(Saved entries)
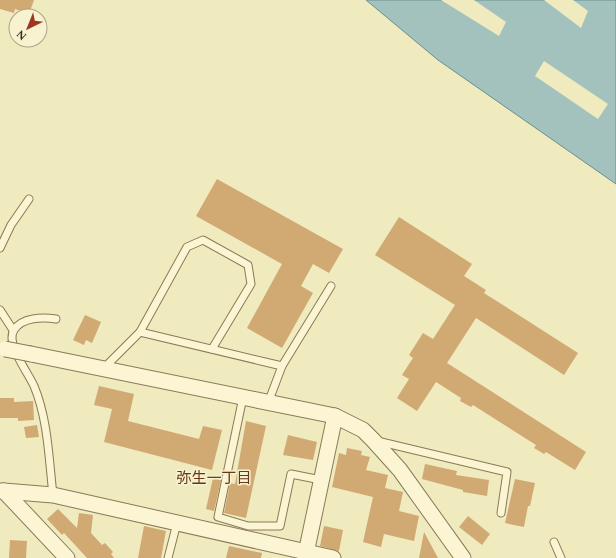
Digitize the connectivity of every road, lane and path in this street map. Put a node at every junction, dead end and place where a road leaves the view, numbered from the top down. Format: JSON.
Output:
{"nodes":[{"id":1,"x":29,"y":199,"type":"dead end"},
{"id":2,"x":0,"y":248,"type":"edge"},
{"id":3,"x":331,"y":286,"type":"dead end"},
{"id":4,"x":0,"y":310,"type":"edge"},
{"id":5,"x":56,"y":319,"type":"dead end"},
{"id":6,"x":13,"y":330,"type":"junction"},
{"id":7,"x":140,"y":332,"type":"junction"},
{"id":8,"x":3,"y":348,"type":"edge"},
{"id":9,"x":212,"y":349,"type":"junction"},
{"id":10,"x":282,"y":366,"type":"junction"},
{"id":11,"x":103,"y":369,"type":"junction"},
{"id":12,"x":243,"y":397,"type":"junction"},
{"id":13,"x":268,"y":403,"type":"junction"},
{"id":14,"x":335,"y":416,"type":"junction"},
{"id":15,"x":373,"y":440,"type":"junction"},
{"id":16,"x":322,"y":480,"type":"junction"},
{"id":17,"x":2,"y":491,"type":"edge"},
{"id":18,"x":53,"y":495,"type":"junction"},
{"id":19,"x":501,"y":513,"type":"dead end"},
{"id":20,"x":177,"y":523,"type":"junction"},
{"id":21,"x":554,"y":542,"type":"dead end"},
{"id":22,"x":305,"y":555,"type":"edge"},
{"id":23,"x":67,"y":558,"type":"edge"},
{"id":24,"x":168,"y":558,"type":"edge"},
{"id":25,"x":333,"y":558,"type":"edge"},
{"id":26,"x":463,"y":558,"type":"edge"},
{"id":27,"x":561,"y":558,"type":"edge"}],
"edges":[{"from":1,"to":2,"type":"lane"},
{"from":3,"to":10,"type":"lane"},
{"from":4,"to":6,"type":"lane"},
{"from":5,"to":6,"type":"lane"},
{"from":6,"to":18,"type":"lane"},
{"from":7,"to":9,"type":"lane"},
{"from":7,"to":9,"type":"lane"},
{"from":7,"to":11,"type":"lane"},
{"from":8,"to":11,"type":"street","bridge":true},
{"from":9,"to":10,"type":"lane"},
{"from":10,"to":13,"type":"lane"},
{"from":11,"to":12,"type":"street"},
{"from":12,"to":13,"type":"street"},
{"from":12,"to":16,"type":"lane"},
{"from":13,"to":14,"type":"street"},
{"from":14,"to":15,"type":"street"},
{"from":14,"to":16,"type":"street"},
{"from":15,"to":19,"type":"lane"},
{"from":15,"to":26,"type":"street"},
{"from":16,"to":22,"type":"street"},
{"from":17,"to":18,"type":"street"},
{"from":17,"to":23,"type":"street"},
{"from":18,"to":20,"type":"street"},
{"from":20,"to":22,"type":"street"},
{"from":20,"to":24,"type":"lane"},
{"from":21,"to":27,"type":"lane"},
{"from":22,"to":25,"type":"street"}]}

> **Work request**: Retrieve each line of the data in which the word "dead" can be found.

> **Solution to the exercise**:
Digitize the connectivity of every road, lane and path in this street map. Put a node at every junction, dead end and place where a road leaves the view, numbered from the top down. Format: JSON.
{"nodes":[{"id":1,"x":29,"y":199,"type":"dead end"},
{"id":3,"x":331,"y":286,"type":"dead end"},
{"id":5,"x":56,"y":319,"type":"dead end"},
{"id":19,"x":501,"y":513,"type":"dead end"},
{"id":21,"x":554,"y":542,"type":"dead end"},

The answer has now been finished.